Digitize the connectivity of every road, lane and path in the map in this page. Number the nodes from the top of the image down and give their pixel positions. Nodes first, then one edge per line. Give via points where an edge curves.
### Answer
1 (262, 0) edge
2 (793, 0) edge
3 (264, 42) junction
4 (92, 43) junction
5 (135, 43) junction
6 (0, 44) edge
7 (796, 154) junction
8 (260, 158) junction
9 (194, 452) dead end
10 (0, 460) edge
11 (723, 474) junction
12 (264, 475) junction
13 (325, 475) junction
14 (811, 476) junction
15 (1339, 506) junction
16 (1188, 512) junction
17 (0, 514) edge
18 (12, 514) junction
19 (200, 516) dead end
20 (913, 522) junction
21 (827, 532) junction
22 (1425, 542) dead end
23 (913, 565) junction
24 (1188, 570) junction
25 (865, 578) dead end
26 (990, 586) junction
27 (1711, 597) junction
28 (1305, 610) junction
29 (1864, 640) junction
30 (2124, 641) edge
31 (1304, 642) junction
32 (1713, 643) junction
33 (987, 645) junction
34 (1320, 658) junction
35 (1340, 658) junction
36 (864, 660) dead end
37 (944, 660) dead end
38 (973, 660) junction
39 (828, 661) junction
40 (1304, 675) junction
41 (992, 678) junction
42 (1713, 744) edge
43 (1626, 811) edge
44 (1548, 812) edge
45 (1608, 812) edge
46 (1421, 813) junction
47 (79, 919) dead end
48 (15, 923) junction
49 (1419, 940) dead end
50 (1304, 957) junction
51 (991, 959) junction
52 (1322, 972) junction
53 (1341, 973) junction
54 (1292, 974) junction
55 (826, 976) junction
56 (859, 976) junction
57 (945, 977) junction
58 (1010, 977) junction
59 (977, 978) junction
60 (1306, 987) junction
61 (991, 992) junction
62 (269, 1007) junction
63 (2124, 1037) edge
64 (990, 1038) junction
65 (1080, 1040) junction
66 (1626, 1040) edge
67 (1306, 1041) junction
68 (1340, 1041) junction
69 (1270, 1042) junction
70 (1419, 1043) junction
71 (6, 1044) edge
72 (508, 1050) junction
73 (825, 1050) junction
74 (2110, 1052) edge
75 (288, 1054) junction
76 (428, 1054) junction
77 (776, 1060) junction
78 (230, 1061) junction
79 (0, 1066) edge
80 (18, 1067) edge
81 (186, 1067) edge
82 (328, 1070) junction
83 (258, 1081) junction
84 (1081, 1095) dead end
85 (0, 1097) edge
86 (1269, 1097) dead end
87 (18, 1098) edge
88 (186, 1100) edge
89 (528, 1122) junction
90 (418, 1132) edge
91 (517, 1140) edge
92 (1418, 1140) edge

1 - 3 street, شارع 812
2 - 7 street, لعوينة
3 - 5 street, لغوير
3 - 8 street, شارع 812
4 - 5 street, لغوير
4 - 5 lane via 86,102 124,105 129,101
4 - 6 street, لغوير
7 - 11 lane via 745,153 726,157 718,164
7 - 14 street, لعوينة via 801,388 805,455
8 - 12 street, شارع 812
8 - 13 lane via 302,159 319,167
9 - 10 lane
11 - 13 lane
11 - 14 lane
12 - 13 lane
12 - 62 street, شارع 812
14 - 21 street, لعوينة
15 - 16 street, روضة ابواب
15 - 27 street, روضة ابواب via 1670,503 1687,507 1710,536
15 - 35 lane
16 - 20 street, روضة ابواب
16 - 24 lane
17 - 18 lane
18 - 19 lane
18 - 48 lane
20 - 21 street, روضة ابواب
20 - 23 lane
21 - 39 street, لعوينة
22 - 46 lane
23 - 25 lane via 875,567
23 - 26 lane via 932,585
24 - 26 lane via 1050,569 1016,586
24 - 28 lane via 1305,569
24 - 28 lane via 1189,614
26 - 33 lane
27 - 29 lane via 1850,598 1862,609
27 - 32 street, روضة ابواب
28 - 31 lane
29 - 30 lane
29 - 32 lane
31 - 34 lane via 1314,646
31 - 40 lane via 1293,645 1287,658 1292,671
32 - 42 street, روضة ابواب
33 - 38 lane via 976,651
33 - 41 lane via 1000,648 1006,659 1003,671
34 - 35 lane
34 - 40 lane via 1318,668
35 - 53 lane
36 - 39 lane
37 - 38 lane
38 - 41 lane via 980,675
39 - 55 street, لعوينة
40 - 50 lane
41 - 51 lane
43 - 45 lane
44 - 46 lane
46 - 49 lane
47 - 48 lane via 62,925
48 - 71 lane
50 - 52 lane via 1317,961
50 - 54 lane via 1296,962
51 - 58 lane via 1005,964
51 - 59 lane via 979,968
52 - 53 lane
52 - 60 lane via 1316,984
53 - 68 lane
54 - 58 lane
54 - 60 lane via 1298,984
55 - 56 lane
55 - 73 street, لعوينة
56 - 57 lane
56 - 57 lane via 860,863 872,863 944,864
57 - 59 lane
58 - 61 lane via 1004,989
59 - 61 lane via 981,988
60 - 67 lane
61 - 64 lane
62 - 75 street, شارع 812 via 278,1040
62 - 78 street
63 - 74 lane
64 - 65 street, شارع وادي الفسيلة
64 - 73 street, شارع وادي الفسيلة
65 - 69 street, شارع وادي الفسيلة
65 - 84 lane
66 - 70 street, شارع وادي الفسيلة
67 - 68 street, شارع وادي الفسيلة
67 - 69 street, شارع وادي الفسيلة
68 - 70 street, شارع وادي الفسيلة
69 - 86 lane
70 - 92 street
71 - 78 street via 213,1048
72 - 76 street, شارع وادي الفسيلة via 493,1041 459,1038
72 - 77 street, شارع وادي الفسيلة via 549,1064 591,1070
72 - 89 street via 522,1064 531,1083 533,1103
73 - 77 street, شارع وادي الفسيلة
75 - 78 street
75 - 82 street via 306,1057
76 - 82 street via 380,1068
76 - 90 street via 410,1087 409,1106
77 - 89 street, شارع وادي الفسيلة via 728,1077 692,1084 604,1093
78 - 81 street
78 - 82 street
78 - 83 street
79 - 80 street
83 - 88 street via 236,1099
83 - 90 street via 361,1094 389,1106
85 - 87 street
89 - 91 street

------------------------------------------------

What needs to be done:
When the word "وادي" shows up in a line of the entries, pull that line out.

Exercise response:
64 - 65 street, شارع وادي الفسيلة
64 - 73 street, شارع وادي الفسيلة
65 - 69 street, شارع وادي الفسيلة
66 - 70 street, شارع وادي الفسيلة
67 - 68 street, شارع وادي الفسيلة
67 - 69 street, شارع وادي الفسيلة
68 - 70 street, شارع وادي الفسيلة
72 - 76 street, شارع وادي الفسيلة via 493,1041 459,1038
72 - 77 street, شارع وادي الفسيلة via 549,1064 591,1070
73 - 77 street, شارع وادي الفسيلة
77 - 89 street, شارع وادي الفسيلة via 728,1077 692,1084 604,1093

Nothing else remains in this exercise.